By April 30, the credit union must implement an automated system to effectively monitor and identify all transactions for suspicious activity, including functions to support Live Life FCU’s compliance with FinCEN requirements for marijuana related businesses, or MRBs.

The credit union also is required to immediately develop and implement a system to ensure all Currency Transaction Reports are filed accurately, according to the cease-and-desist order.

After Michigan voters approved recreational marijuana in 2018, the first pot shops opened in January 2019.

Since then, the financial performance for the small Michigan credit union has improved.

After posting six-figure losses in 2016 and 2017, and a modest five-figure income in 2018, Live Life FCU recorded income of $426,540 in 2019, which soared to $2.8 million at the end of 2020, according to NCUA financial performance reports.

The credit union’s total loans increased substantially from $5.4 million in 2016 to $32.6 million in 2020, while its total loan income also jumped significantly from $395,228 in 2016 to $920,708 at the end of last year, NCUA financial performance reports show.
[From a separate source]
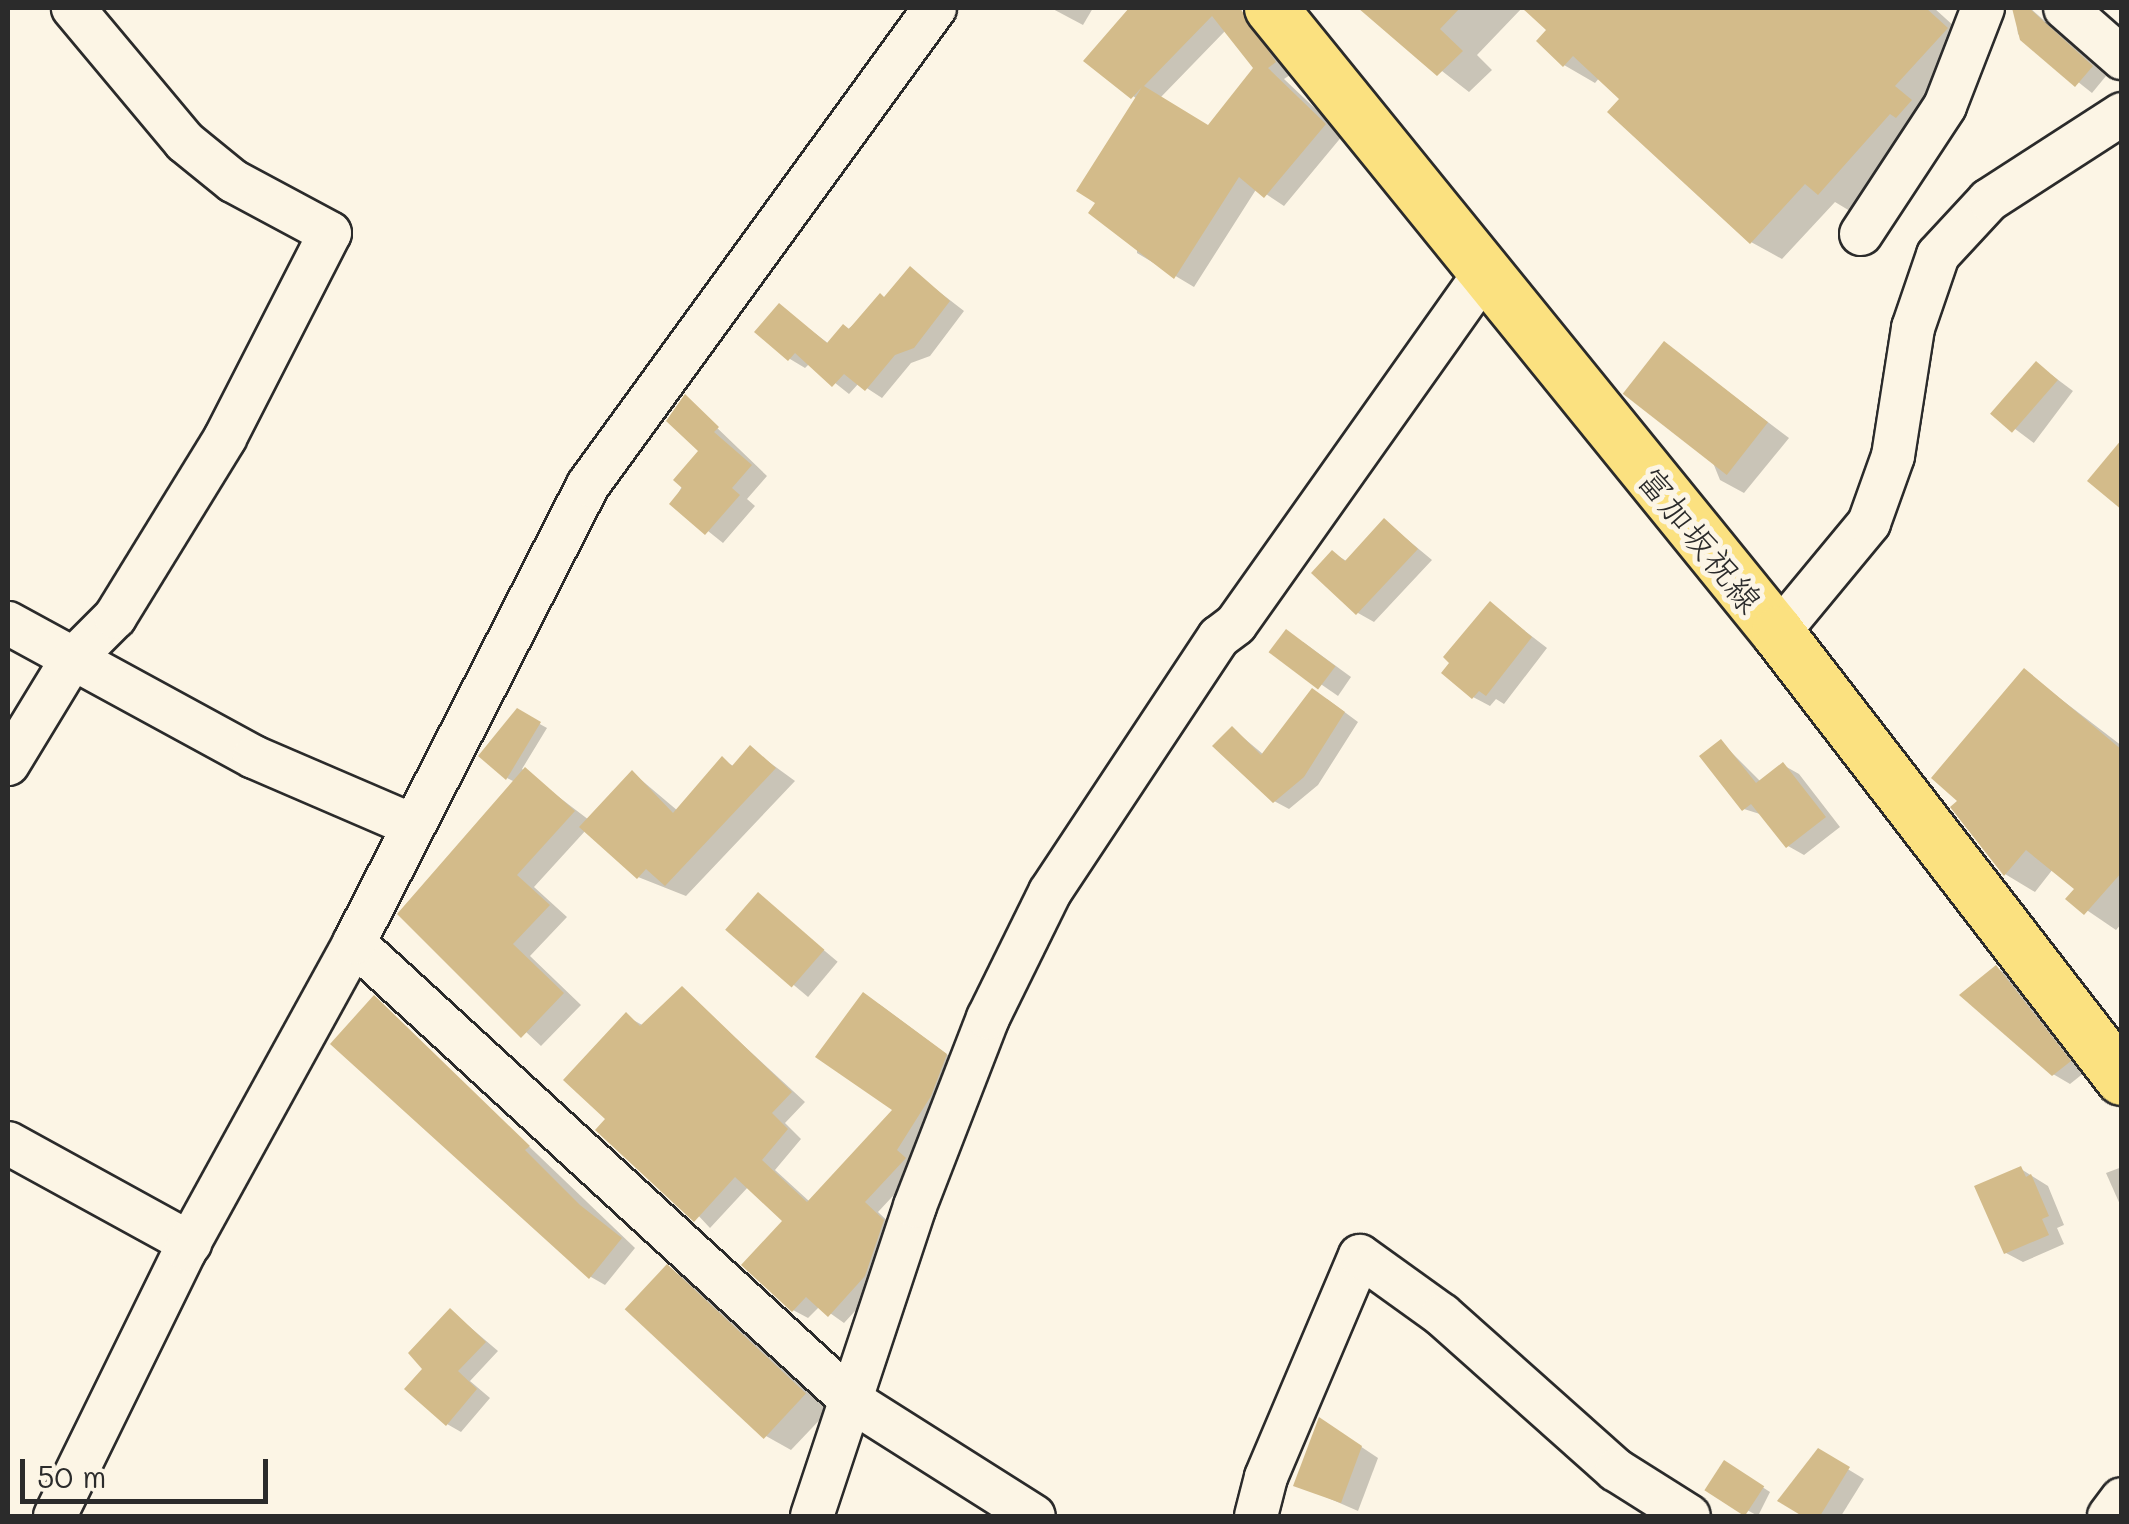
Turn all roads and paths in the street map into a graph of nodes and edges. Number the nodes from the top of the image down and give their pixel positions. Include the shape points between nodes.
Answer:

However, the credit union’s fee income made the most impact on its financials, jumping from $64,326 in 2018 to $852,725 in 2019, Call Reports show. At the end of 2020, Live Life’s fee income skyrocketed to $3.5 million, according to Call Reports.

Because of the labor-intensive compliance requirements that come with providing banking services to cannabis companies, financial institutions charge higher fees.

In a February CU Times article, Chris Call, president/CEO for the $97 million North Bay Credit Union in Santa Rosa, Calif., said 17 people were working in its compliance department. Call indicated he needed to increase his compliance workforce from one to 17 in just one year to ensure that cannabis business members were complying with state and federal regulations.

However, Live Life FCU’s number of employees increased by only two from 7 in 2018 to 9 in 2020, according to its Call Reports.

Though the NCUA’s order does not say how many marijuana business members Live Life serves, its membership increased from 1,339 in 2018 to 1,624 in 2020.

Live Life FCU President/CEO Karla Haglund did not respond to CU Times’ email and phone messages requesting comment regarding the NCUA order.

According to an October 2019 local news site, Deadline Detroit, Haglund claimed the credit union was managing about 100 cannabis-related accounts, noting that the compliance reporting is “strenuous and complicated” and that “bankers must monitor licensed pot merchants closely.” Haglund also reportedly said she had to hire to hire two additional employees just to count all the cash deposited by marijuana business members.

The Live Life cease-and-desist order was posted on NCUA’s administrative order website on Feb. 26.